Single base mutation was individually introduced by PCR. The expression plasmid harboring the wild‐type cDNA of GLA has been done before (Li et al., 2019). Design primers according to the instructions for site‐directed mutagenesis reagents (QuikChange® Site‐Directed Mutagenesis Kit).

Cell culture and transient transfection

HEK293T and HeLa cells were maintained in DMEM supplemented with 10% (v/v) FBS, 100 U/ml penicillin, and 100 mg/ml streptomycin at 37°C and 5% CO2. Cells were transfected by the Polyetherimide (Polyscience, Cat. No. 23966‐2) according to the manufacturer's instructions. Transfected cells were incubated for 24–48 hr posttransfection.

Western blotting

Cells were grown to about 90% confluency in six well plates, washed twice with ice cold PBS and resuspended in modified radio‐immunoprecipitation lysis buffer (50 mM Tris/HCl, pH 7.5, 150 mM NaCl, 1% NP‐40, 0.5% Na‐desoxycholate, 1 mM dithiothreitol, 1 mM benzamidine, 1 mM PMSF). Cell suspensions were passed through a 0.45 mm needle 10 times and incubated for 15 min on ice, followed by sonication. The lysates were cleared by centrifugation at 12,000 g for 10 min at 4°C. The samples were resuspended in 5x SDS sample buffer and heated at 98°C for 5–10 min. For western blot analysis, proteins were resolved in 12% or 15% SDS polyacrylamide gels and transferred to NC membrane (GE) using the wet blot transfer over 3 hr (I = 300 mA). The blots were probed with primary antibodies, then washed with TBST (10 mM Tris/HCl, pH 8.0, 150 mM NaCl and 0.05% Tween‐20) three times and incubated with horseradish peroxidase‐conjugated secondary antibody (Thermo). The blots were washed again with TBST and signals were visualized using chemiluminescence (ECL) system (GE, Cat. No. RPN2232). The following antibodies were used: GFP mouse monoclonal antibody (proteintech, Cat. No. 66002‐1‐Ig), GAPDH mouse monoclonal antibody (proteintech, Cat. No. 60004‐1‐Ig).

GLA enzyme activity assay

HEK293T cells were cultured and transfected with plasmids containing either wild‐type or mutant GLA, respectively. At 48 hr posttransfection, cells were collected after centrifugation at 168 g using bench top centrifuge. Every 5 million cells were resuspended with 1 ml extraction buffer followed by sonication. The lysates were cleared by centrifugation at 15,000 g for 10 min at 4°C. The GLA enzyme activity of the supernatants was measured according to the manufacturer's instructions (Solarbio, Cat. No. BC2575) (Li et al., 2019).

Statistical analysis

All data are presented as the mean ± SD from at least three separate experiments.

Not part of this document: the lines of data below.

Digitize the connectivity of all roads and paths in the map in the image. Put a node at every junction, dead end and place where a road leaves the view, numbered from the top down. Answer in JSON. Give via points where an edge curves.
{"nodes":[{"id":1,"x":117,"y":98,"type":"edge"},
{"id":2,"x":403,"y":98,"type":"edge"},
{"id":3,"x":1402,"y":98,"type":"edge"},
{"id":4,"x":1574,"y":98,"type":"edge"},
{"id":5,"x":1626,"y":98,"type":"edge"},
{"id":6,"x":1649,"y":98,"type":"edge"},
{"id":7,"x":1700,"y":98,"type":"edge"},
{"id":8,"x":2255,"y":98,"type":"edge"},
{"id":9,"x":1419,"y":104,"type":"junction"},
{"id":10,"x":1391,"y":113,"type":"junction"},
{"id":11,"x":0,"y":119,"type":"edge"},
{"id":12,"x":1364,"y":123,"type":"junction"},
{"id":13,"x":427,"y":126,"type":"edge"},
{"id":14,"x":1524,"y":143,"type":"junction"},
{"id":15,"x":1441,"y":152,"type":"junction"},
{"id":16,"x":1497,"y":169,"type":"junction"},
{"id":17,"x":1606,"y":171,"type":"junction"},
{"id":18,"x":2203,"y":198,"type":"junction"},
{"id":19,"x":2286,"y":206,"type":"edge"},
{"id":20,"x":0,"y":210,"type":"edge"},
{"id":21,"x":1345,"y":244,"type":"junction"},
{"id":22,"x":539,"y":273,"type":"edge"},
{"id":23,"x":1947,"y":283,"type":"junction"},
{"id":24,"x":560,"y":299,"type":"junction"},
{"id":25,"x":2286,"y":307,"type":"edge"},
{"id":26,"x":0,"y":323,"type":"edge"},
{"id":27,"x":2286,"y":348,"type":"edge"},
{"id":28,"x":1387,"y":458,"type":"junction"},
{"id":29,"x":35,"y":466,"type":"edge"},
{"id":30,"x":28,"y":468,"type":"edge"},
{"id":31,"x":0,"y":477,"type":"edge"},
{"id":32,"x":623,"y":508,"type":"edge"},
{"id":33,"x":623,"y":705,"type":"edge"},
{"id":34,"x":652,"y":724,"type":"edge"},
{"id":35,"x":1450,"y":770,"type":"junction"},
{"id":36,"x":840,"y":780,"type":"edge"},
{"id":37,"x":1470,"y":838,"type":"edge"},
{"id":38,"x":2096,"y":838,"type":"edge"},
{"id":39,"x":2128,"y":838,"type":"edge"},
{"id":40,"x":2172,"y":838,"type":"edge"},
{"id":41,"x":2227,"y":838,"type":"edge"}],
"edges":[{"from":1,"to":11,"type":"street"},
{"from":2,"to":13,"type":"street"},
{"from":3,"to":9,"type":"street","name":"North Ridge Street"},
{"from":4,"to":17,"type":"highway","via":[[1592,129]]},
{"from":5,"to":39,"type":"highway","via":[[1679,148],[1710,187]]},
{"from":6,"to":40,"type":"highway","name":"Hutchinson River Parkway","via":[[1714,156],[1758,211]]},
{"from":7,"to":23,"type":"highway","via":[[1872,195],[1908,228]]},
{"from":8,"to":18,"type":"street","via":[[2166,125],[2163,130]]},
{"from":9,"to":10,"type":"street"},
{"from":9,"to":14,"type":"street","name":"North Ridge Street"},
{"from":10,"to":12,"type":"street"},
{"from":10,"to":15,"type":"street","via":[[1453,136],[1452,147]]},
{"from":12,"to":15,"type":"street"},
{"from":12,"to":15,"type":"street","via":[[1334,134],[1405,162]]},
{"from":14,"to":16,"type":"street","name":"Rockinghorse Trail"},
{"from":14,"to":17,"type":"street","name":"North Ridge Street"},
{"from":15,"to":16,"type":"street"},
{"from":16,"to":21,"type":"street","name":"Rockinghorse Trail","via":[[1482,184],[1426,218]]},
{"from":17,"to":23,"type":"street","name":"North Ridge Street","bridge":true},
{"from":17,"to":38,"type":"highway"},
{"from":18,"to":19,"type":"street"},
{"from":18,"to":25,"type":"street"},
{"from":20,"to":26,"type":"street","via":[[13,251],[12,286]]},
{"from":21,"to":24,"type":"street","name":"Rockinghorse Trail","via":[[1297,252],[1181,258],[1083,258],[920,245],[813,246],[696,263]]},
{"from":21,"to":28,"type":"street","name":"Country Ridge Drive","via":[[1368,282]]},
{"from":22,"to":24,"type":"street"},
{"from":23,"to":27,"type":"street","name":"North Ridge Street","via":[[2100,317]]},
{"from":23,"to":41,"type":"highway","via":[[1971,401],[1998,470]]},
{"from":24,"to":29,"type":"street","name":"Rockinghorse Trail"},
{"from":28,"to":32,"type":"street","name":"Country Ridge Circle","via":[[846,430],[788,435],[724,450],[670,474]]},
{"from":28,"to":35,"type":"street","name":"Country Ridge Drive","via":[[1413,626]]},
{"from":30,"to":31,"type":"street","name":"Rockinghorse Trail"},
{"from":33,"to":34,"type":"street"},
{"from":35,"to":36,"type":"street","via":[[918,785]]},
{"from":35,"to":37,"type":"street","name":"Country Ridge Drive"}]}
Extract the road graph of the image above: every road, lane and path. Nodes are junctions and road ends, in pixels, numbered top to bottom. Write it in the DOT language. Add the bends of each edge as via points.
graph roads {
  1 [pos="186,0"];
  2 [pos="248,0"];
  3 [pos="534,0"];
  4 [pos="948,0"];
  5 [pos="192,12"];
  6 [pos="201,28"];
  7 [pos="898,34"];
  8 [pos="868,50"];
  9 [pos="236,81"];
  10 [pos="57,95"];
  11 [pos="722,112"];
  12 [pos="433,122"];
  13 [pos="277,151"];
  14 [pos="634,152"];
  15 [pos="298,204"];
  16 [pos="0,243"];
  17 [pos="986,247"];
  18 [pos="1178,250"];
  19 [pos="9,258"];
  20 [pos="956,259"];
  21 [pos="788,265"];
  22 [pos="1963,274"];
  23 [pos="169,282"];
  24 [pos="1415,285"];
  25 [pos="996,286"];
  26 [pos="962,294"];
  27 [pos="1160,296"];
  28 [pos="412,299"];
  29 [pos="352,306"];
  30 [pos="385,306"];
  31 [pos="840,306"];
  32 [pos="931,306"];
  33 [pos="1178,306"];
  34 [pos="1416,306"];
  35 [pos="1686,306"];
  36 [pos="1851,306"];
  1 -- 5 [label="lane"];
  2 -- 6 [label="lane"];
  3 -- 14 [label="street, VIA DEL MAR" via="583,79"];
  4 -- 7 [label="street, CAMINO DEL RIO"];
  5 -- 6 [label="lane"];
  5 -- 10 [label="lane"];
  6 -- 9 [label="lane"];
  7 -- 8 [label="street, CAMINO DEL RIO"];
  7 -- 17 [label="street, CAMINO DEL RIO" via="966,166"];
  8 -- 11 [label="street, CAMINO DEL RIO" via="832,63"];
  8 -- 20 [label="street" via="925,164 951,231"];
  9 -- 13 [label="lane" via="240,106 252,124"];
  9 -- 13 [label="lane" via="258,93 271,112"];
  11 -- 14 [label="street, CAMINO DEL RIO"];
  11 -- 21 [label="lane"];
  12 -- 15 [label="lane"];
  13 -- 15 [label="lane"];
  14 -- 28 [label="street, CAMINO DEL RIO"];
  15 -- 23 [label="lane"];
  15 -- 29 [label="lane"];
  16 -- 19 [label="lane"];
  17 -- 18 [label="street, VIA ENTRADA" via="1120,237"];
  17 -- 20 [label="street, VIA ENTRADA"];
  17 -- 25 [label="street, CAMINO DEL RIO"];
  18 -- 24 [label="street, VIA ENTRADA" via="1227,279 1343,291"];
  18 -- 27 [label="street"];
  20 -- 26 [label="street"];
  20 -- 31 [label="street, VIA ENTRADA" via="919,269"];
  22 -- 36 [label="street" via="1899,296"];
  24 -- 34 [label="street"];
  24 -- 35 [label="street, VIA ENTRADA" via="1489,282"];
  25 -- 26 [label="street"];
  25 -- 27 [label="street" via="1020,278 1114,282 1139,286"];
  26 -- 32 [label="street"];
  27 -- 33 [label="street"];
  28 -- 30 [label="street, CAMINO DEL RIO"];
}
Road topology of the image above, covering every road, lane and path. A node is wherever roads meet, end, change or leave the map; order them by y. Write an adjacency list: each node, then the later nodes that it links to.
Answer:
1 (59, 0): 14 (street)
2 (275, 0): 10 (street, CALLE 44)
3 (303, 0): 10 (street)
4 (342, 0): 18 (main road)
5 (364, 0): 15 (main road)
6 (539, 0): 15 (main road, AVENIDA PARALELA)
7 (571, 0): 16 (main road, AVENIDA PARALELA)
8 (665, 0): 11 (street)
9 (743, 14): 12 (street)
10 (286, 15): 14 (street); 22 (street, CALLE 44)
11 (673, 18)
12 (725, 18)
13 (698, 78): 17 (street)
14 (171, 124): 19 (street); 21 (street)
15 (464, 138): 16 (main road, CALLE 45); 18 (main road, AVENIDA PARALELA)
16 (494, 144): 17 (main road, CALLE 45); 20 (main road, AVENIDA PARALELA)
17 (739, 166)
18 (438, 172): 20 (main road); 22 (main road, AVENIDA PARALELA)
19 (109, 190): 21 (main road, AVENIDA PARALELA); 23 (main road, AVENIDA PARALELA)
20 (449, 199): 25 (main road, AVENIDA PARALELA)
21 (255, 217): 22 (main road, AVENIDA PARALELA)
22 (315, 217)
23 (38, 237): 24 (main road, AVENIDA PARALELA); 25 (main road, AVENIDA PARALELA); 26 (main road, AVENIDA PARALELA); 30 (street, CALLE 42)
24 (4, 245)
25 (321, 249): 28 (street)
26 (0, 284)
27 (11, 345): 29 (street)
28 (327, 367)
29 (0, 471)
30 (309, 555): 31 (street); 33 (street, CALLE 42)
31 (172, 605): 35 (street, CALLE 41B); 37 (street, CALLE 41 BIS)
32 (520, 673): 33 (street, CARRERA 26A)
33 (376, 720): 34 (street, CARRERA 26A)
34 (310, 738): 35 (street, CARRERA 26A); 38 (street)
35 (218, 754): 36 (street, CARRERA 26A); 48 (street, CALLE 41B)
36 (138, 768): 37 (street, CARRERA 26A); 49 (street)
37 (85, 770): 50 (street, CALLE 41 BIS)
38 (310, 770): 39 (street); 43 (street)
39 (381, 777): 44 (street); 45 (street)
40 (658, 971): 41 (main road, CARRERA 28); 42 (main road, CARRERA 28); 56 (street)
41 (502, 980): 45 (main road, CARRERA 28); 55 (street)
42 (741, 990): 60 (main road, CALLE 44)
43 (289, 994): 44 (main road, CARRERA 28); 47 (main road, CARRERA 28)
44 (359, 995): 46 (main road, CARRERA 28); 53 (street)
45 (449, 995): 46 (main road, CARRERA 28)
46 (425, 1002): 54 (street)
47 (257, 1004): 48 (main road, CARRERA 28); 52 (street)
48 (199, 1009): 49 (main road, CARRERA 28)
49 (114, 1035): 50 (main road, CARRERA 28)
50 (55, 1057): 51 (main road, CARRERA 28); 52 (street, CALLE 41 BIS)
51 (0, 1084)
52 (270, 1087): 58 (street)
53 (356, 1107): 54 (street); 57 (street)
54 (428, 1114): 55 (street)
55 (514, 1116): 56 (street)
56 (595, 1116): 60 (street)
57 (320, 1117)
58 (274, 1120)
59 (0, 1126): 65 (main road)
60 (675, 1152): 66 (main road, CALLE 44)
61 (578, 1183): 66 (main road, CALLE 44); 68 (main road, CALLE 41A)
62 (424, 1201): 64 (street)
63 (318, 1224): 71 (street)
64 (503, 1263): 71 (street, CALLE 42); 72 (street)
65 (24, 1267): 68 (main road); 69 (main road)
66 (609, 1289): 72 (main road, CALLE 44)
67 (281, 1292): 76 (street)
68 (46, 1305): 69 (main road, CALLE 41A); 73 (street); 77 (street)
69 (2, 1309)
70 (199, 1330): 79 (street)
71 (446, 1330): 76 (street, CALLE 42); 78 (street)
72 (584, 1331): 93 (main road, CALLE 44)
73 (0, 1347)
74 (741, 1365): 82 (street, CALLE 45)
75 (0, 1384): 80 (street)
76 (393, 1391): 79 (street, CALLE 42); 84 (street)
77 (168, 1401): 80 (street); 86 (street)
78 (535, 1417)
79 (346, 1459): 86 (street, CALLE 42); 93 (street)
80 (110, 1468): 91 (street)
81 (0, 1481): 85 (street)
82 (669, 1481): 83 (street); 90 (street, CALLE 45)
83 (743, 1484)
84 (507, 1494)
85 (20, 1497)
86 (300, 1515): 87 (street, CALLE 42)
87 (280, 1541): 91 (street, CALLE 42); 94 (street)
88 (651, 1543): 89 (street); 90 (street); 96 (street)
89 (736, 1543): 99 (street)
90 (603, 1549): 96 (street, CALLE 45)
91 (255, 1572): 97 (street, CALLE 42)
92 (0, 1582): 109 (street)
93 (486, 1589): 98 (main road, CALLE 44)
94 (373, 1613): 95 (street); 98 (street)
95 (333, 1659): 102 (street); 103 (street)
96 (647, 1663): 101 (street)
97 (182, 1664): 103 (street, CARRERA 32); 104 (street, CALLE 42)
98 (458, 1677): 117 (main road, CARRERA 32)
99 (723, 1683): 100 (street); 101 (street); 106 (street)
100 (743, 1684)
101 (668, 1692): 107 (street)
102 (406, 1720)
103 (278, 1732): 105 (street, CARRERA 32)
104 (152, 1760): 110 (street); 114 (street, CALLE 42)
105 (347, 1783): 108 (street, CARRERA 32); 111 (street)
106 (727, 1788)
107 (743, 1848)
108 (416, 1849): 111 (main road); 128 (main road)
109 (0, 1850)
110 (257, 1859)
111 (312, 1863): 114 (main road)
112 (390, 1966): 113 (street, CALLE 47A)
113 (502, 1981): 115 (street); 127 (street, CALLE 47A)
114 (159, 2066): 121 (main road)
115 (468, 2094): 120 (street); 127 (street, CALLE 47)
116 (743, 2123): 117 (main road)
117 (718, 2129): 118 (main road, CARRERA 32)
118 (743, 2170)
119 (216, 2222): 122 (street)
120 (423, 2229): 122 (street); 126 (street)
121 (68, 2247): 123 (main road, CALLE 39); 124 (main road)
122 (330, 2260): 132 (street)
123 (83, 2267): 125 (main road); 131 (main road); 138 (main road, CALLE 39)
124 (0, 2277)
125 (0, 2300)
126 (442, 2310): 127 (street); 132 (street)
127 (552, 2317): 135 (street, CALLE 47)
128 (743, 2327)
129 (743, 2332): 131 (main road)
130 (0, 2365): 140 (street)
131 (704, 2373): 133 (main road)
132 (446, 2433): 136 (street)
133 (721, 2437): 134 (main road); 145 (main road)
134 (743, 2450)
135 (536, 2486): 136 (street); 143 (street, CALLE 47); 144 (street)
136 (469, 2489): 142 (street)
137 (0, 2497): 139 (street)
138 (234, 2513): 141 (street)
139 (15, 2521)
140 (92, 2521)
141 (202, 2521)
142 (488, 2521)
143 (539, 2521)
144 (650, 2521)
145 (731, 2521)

The p values were determined by two‐tailed Student's t test. p < .05 was considered as being significant.

RESULTS

Identification of GLA gene variant in probands with FD manifestations

The patient included in this study with clinical manifestations of FD was recruited from one Chinese family. The clinicopathologic features of the patient including enzymatic and genetic analysis results are summarized in Table 1.

Table 1

Clinicopathologic features of the patient described in this study

Subject	Age/sex	Clinical diagnosis	α‐galactosidase A	c.280T>C mutation	Kidney biopsy findings
Patient II‐1	38/F	Chronic nephritic syndrome	Decreased (11.68 nmol hr−1 mg−1)	Present	Consistent with FD

The pedigree of the family is shown in Figure 1. The control blood samples were collected from three healthy volunteers. The blood sample of two affected females (II‐1 and II‐2) were obtained and Sanger sequencing were performed for GLA gene. Sanger sequencing revealed that these two females contains the heterozygous novel GLA mutation (c.280T>C, p.Cys94Arg) (Figure 1). The renal biopsy results from patient II‐1 was evaluated. Her biopsy specimen contained 11 glomeruli which showed two global and two segmental glomeruloscleroses. The mesangial cells and stroma showed mild to moderate hyperplasia in focal segments, but no obvious proliferation of endothelial cells. We observed vacuolar degeneration of basement membrane without obvious thickening and vacuolar degeneration of epithelial cells with one balloon adhesion; tubulointerstitial lesions were mild to moderate, with obvious vacuolar degeneration and granular degeneration of tubular epithelial cells accompanied by multiple focal atrophy and infiltration of multiple focal mononuclear cells in the interstitium with fibrosis (Figure 2a). The arterioles became thicker. Electron microscopy showed an increase number of lysosome and a large number of medullary bodies and zebra bodies, considered as Fabry's disease nephropathy (Figure 2b).

Figure 1

Pedigree and sequencing of patients from the Chinese families. The patient involved in this study is pointed by an arrow. Sanger sequencing analysis performed on the genomic DNA from indicated patients. The gene variation is shown by black arrow

Figure 2

Light and electron microscopic findings of renal biopsies from patients II‐1. (a) Glomeruli with global or segmental glomeruloscleroses (H&E stain, 400×). (b) An increase number of lysosome and a large number of medullary bodies and zebra bodies in visceral epithelial cells (electron microscopy)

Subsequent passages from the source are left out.